● Exercise brief
If a line in the entries contains the string "from", include that line in your answer.

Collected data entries
:::
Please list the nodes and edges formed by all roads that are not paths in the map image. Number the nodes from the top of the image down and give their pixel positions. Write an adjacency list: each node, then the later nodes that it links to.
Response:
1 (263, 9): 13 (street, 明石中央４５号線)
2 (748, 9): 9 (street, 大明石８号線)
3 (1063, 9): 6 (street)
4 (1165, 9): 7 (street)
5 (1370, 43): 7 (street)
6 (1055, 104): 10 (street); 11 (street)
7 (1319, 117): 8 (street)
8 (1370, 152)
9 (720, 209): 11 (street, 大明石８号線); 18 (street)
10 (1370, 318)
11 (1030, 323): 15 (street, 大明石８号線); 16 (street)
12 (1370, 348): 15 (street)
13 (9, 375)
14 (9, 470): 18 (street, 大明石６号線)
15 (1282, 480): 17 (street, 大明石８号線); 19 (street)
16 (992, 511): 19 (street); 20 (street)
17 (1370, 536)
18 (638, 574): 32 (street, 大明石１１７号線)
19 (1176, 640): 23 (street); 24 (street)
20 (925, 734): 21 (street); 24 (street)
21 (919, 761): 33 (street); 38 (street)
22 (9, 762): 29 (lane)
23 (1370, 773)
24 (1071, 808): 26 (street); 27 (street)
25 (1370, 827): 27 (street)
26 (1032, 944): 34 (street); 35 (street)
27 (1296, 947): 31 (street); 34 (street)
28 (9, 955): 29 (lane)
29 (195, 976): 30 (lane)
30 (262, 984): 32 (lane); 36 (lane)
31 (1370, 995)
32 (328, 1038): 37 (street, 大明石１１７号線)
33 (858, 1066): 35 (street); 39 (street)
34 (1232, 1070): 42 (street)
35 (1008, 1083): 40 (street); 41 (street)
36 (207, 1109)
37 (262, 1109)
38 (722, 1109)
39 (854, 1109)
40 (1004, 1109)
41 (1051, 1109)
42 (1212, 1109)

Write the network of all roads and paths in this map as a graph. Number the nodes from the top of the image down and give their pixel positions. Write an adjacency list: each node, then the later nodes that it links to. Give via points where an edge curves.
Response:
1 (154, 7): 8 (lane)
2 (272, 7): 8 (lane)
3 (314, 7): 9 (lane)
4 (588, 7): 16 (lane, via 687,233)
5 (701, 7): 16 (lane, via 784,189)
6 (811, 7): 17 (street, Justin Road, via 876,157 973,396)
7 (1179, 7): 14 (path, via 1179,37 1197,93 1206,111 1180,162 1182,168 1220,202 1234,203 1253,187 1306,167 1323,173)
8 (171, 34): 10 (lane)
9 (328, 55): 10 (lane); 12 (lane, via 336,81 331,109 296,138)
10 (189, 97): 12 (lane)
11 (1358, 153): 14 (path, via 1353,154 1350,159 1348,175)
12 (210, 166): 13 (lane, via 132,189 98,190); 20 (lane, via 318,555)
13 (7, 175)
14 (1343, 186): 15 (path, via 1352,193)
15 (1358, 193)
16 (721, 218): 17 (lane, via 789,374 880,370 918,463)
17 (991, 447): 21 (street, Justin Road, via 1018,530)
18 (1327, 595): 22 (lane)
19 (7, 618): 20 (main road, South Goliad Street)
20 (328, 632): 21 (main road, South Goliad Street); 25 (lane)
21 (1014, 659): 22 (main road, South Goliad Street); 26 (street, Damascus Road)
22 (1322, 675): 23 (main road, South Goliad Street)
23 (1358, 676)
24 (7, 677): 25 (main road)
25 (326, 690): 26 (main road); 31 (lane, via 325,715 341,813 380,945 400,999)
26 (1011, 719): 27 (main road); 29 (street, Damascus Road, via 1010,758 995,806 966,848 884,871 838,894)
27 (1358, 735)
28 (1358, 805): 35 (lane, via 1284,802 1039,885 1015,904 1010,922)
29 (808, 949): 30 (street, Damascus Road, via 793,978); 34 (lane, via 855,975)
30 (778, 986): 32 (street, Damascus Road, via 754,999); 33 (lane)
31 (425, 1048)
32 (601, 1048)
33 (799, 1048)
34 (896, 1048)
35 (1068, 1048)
:::
● Task result
Please list the nodes and edges formed by all roads that are not paths in the map image. Number the nodes from the top of the image down and give their pixel positions. Write an adjacency list: each node, then the later nodes that it links to.
Write the network of all roads and paths in this map as a graph. Number the nodes from the top of the image down and give their pixel positions. Write an adjacency list: each node, then the later nodes that it links to. Give via points where an edge curves.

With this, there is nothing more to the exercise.